* **What is required**: From the first line to the last, retype the records exactly without their images.

[Start of section]

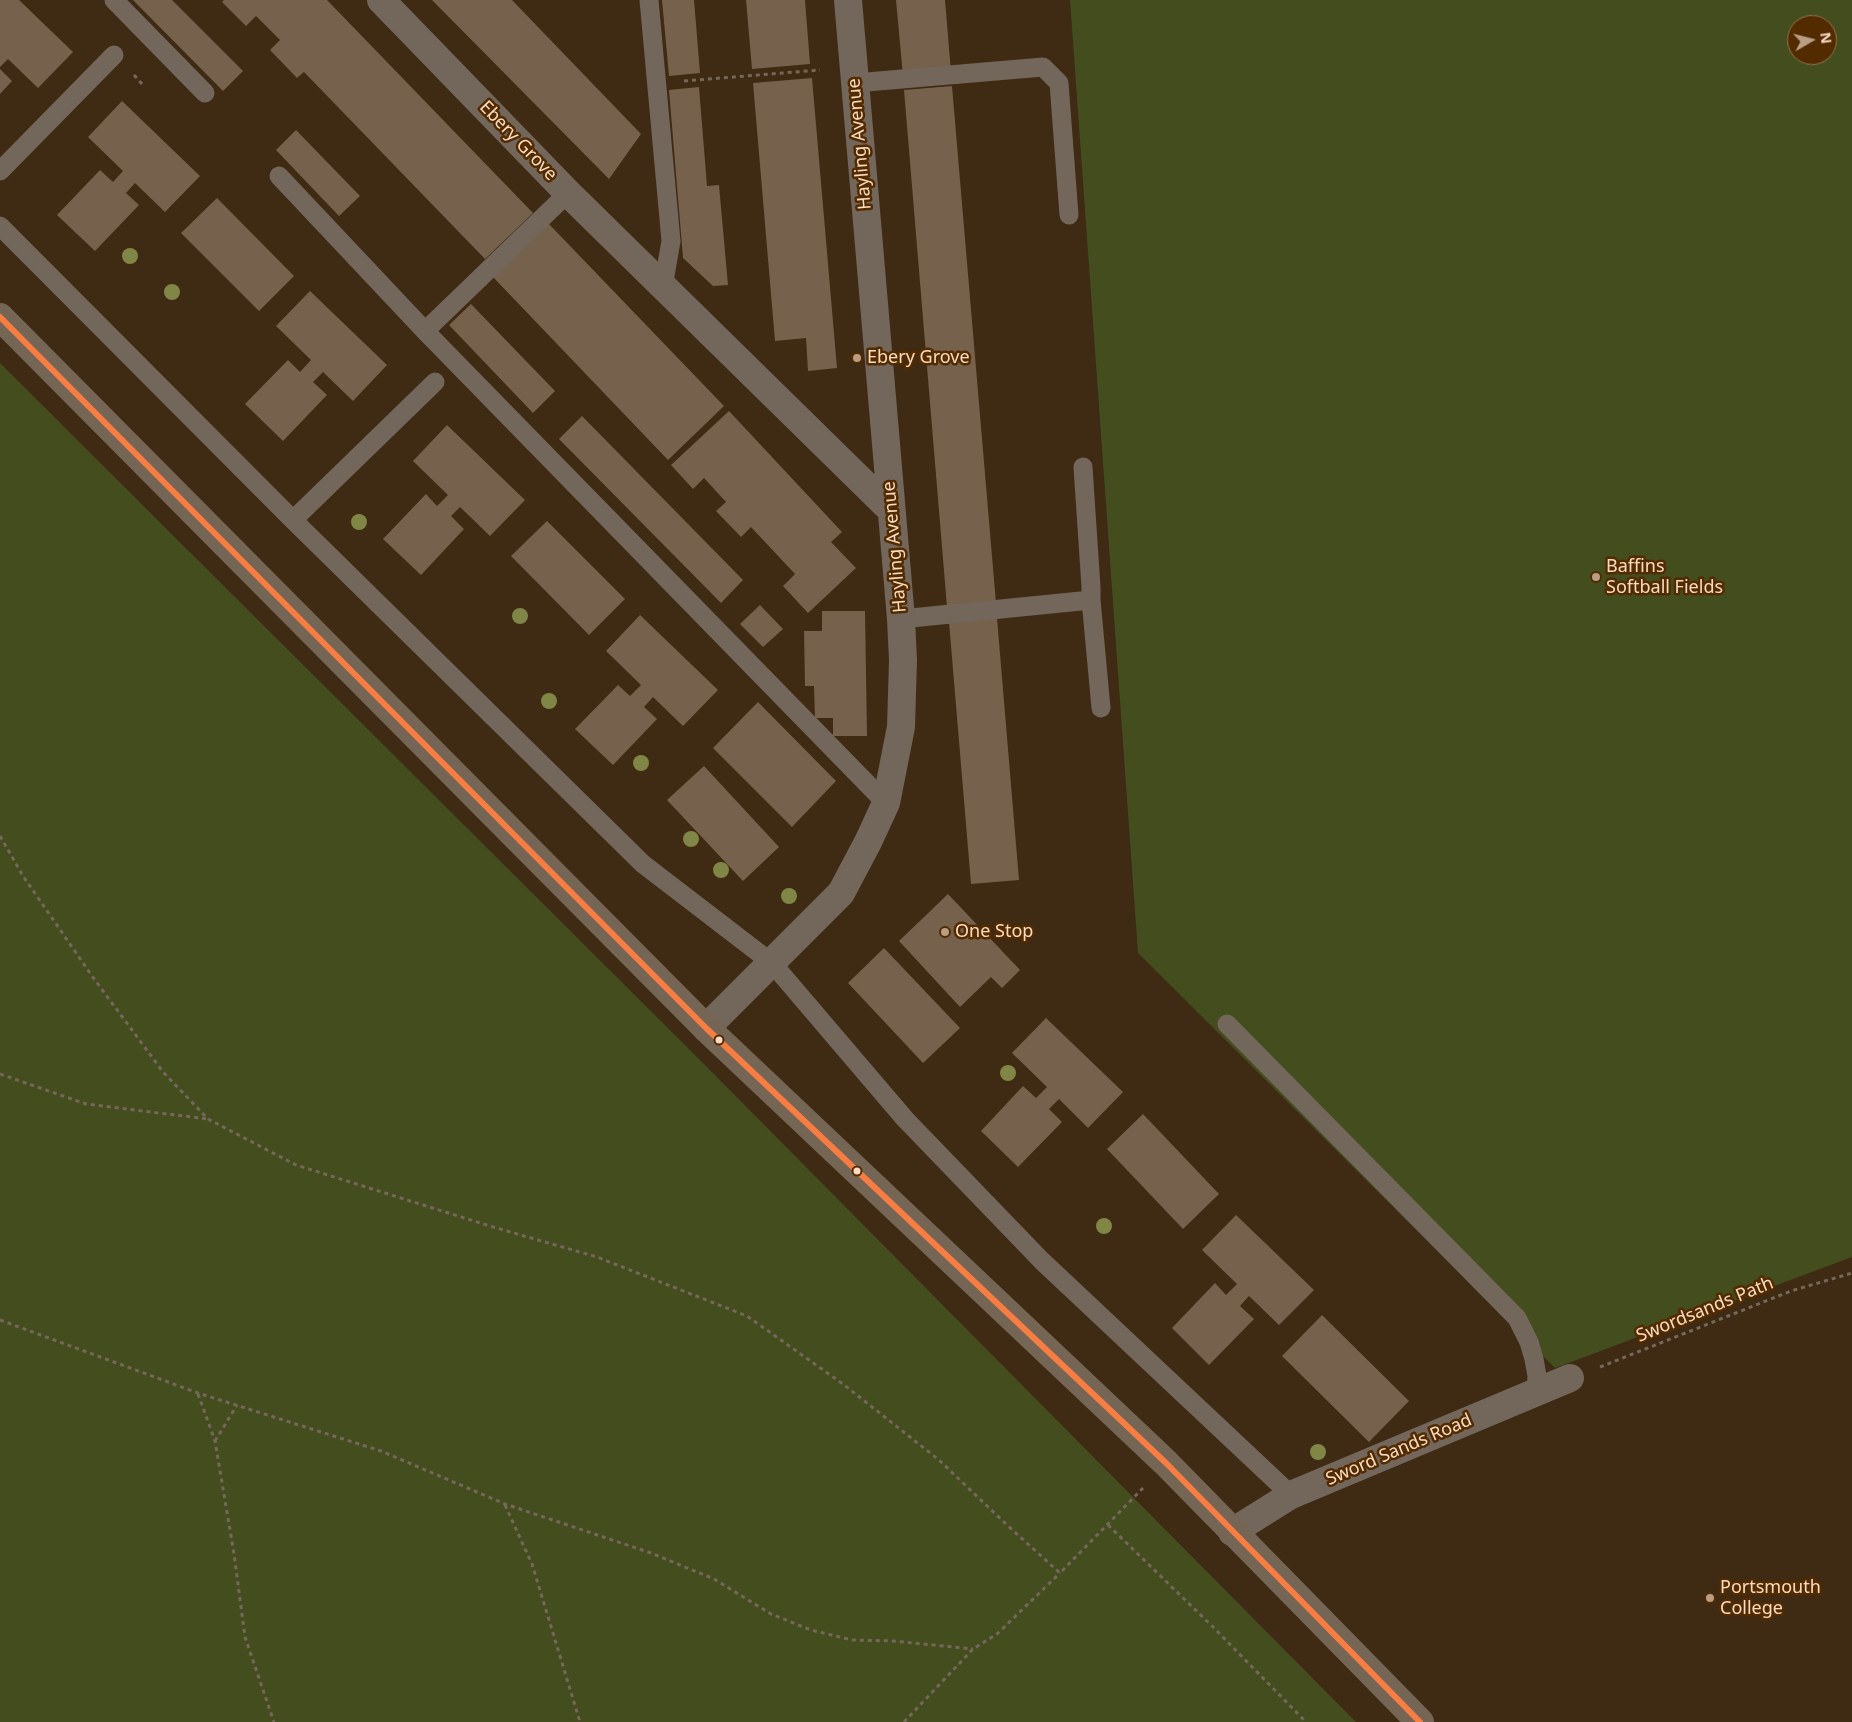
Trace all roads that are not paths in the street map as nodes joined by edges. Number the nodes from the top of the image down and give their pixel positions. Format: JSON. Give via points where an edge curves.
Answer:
{"nodes":[{"id":1,"x":114,"y":0,"type":"edge"},
{"id":2,"x":381,"y":0,"type":"edge"},
{"id":3,"x":649,"y":0,"type":"edge"},
{"id":4,"x":848,"y":0,"type":"edge"},
{"id":5,"x":114,"y":55,"type":"dead end"},
{"id":6,"x":854,"y":75,"type":"junction"},
{"id":7,"x":205,"y":93,"type":"dead end"},
{"id":8,"x":0,"y":171,"type":"edge"},
{"id":9,"x":279,"y":176,"type":"dead end"},
{"id":10,"x":568,"y":193,"type":"junction"},
{"id":11,"x":1070,"y":216,"type":"dead end"},
{"id":12,"x":0,"y":226,"type":"edge"},
{"id":13,"x":663,"y":287,"type":"junction"},
{"id":14,"x":0,"y":317,"type":"edge"},
{"id":15,"x":425,"y":331,"type":"junction"},
{"id":16,"x":435,"y":382,"type":"dead end"},
{"id":17,"x":1083,"y":467,"type":"dead end"},
{"id":18,"x":891,"y":510,"type":"junction"},
{"id":19,"x":294,"y":520,"type":"junction"},
{"id":20,"x":1091,"y":600,"type":"junction"},
{"id":21,"x":901,"y":619,"type":"junction"},
{"id":22,"x":1102,"y":708,"type":"dead end"},
{"id":23,"x":886,"y":803,"type":"junction"},
{"id":24,"x":772,"y":963,"type":"junction"},
{"id":25,"x":1227,"y":1024,"type":"dead end"},
{"id":26,"x":706,"y":1028,"type":"junction"},
{"id":27,"x":1570,"y":1378,"type":"road end"},
{"id":28,"x":1536,"y":1393,"type":"junction"},
{"id":29,"x":1291,"y":1495,"type":"junction"},
{"id":30,"x":1232,"y":1532,"type":"junction"},
{"id":31,"x":1420,"y":1722,"type":"edge"}],
"edges":[{"from":1,"to":7,"type":"lane"},
{"from":2,"to":10,"type":"street","name":"Ebery Grove"},
{"from":3,"to":13,"type":"lane","via":[[671,241]]},
{"from":4,"to":6,"type":"street","name":"Hayling Avenue"},
{"from":5,"to":8,"type":"lane"},
{"from":6,"to":11,"type":"lane","via":[[1043,67],[1059,83]]},
{"from":6,"to":18,"type":"street","name":"Hayling Avenue"},
{"from":9,"to":15,"type":"lane"},
{"from":10,"to":13,"type":"street","name":"Ebery Grove"},
{"from":10,"to":15,"type":"lane"},
{"from":12,"to":19,"type":"lane"},
{"from":13,"to":18,"type":"street","name":"Ebery Grove"},
{"from":14,"to":26,"type":"main road"},
{"from":15,"to":23,"type":"lane"},
{"from":16,"to":19,"type":"lane"},
{"from":17,"to":20,"type":"lane"},
{"from":18,"to":21,"type":"street","name":"Hayling Avenue"},
{"from":19,"to":24,"type":"lane","via":[[643,864]]},
{"from":20,"to":21,"type":"lane"},
{"from":20,"to":22,"type":"lane"},
{"from":21,"to":23,"type":"street","name":"Hayling Avenue","via":[[901,727]]},
{"from":23,"to":24,"type":"street","name":"Hayling Avenue","via":[[841,893]]},
{"from":24,"to":26,"type":"street","name":"Hayling Avenue"},
{"from":24,"to":29,"type":"lane","via":[[905,1119],[1042,1261]]},
{"from":25,"to":28,"type":"lane","via":[[1517,1318],[1534,1359]]},
{"from":26,"to":30,"type":"main road","via":[[1166,1464]]},
{"from":27,"to":28,"type":"street","name":"Sword Sands Road"},
{"from":28,"to":29,"type":"street","name":"Sword Sands Road"},
{"from":29,"to":30,"type":"street","name":"Sword Sands Road"},
{"from":30,"to":31,"type":"main road"}]}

[End of section]

* **Task solution**:
Trace all roads that are not paths in the street map as nodes joined by edges. Number the nodes from the top of the image down and give their pixel positions. Format: JSON. Give via points where an edge curves.
Answer:
{"nodes":[{"id":1,"x":114,"y":0,"type":"edge"},
{"id":2,"x":381,"y":0,"type":"edge"},
{"id":3,"x":649,"y":0,"type":"edge"},
{"id":4,"x":848,"y":0,"type":"edge"},
{"id":5,"x":114,"y":55,"type":"dead end"},
{"id":6,"x":854,"y":75,"type":"junction"},
{"id":7,"x":205,"y":93,"type":"dead end"},
{"id":8,"x":0,"y":171,"type":"edge"},
{"id":9,"x":279,"y":176,"type":"dead end"},
{"id":10,"x":568,"y":193,"type":"junction"},
{"id":11,"x":1070,"y":216,"type":"dead end"},
{"id":12,"x":0,"y":226,"type":"edge"},
{"id":13,"x":663,"y":287,"type":"junction"},
{"id":14,"x":0,"y":317,"type":"edge"},
{"id":15,"x":425,"y":331,"type":"junction"},
{"id":16,"x":435,"y":382,"type":"dead end"},
{"id":17,"x":1083,"y":467,"type":"dead end"},
{"id":18,"x":891,"y":510,"type":"junction"},
{"id":19,"x":294,"y":520,"type":"junction"},
{"id":20,"x":1091,"y":600,"type":"junction"},
{"id":21,"x":901,"y":619,"type":"junction"},
{"id":22,"x":1102,"y":708,"type":"dead end"},
{"id":23,"x":886,"y":803,"type":"junction"},
{"id":24,"x":772,"y":963,"type":"junction"},
{"id":25,"x":1227,"y":1024,"type":"dead end"},
{"id":26,"x":706,"y":1028,"type":"junction"},
{"id":27,"x":1570,"y":1378,"type":"road end"},
{"id":28,"x":1536,"y":1393,"type":"junction"},
{"id":29,"x":1291,"y":1495,"type":"junction"},
{"id":30,"x":1232,"y":1532,"type":"junction"},
{"id":31,"x":1420,"y":1722,"type":"edge"}],
"edges":[{"from":1,"to":7,"type":"lane"},
{"from":2,"to":10,"type":"street","name":"Ebery Grove"},
{"from":3,"to":13,"type":"lane","via":[[671,241]]},
{"from":4,"to":6,"type":"street","name":"Hayling Avenue"},
{"from":5,"to":8,"type":"lane"},
{"from":6,"to":11,"type":"lane","via":[[1043,67],[1059,83]]},
{"from":6,"to":18,"type":"street","name":"Hayling Avenue"},
{"from":9,"to":15,"type":"lane"},
{"from":10,"to":13,"type":"street","name":"Ebery Grove"},
{"from":10,"to":15,"type":"lane"},
{"from":12,"to":19,"type":"lane"},
{"from":13,"to":18,"type":"street","name":"Ebery Grove"},
{"from":14,"to":26,"type":"main road"},
{"from":15,"to":23,"type":"lane"},
{"from":16,"to":19,"type":"lane"},
{"from":17,"to":20,"type":"lane"},
{"from":18,"to":21,"type":"street","name":"Hayling Avenue"},
{"from":19,"to":24,"type":"lane","via":[[643,864]]},
{"from":20,"to":21,"type":"lane"},
{"from":20,"to":22,"type":"lane"},
{"from":21,"to":23,"type":"street","name":"Hayling Avenue","via":[[901,727]]},
{"from":23,"to":24,"type":"street","name":"Hayling Avenue","via":[[841,893]]},
{"from":24,"to":26,"type":"street","name":"Hayling Avenue"},
{"from":24,"to":29,"type":"lane","via":[[905,1119],[1042,1261]]},
{"from":25,"to":28,"type":"lane","via":[[1517,1318],[1534,1359]]},
{"from":26,"to":30,"type":"main road","via":[[1166,1464]]},
{"from":27,"to":28,"type":"street","name":"Sword Sands Road"},
{"from":28,"to":29,"type":"street","name":"Sword Sands Road"},
{"from":29,"to":30,"type":"street","name":"Sword Sands Road"},
{"from":30,"to":31,"type":"main road"}]}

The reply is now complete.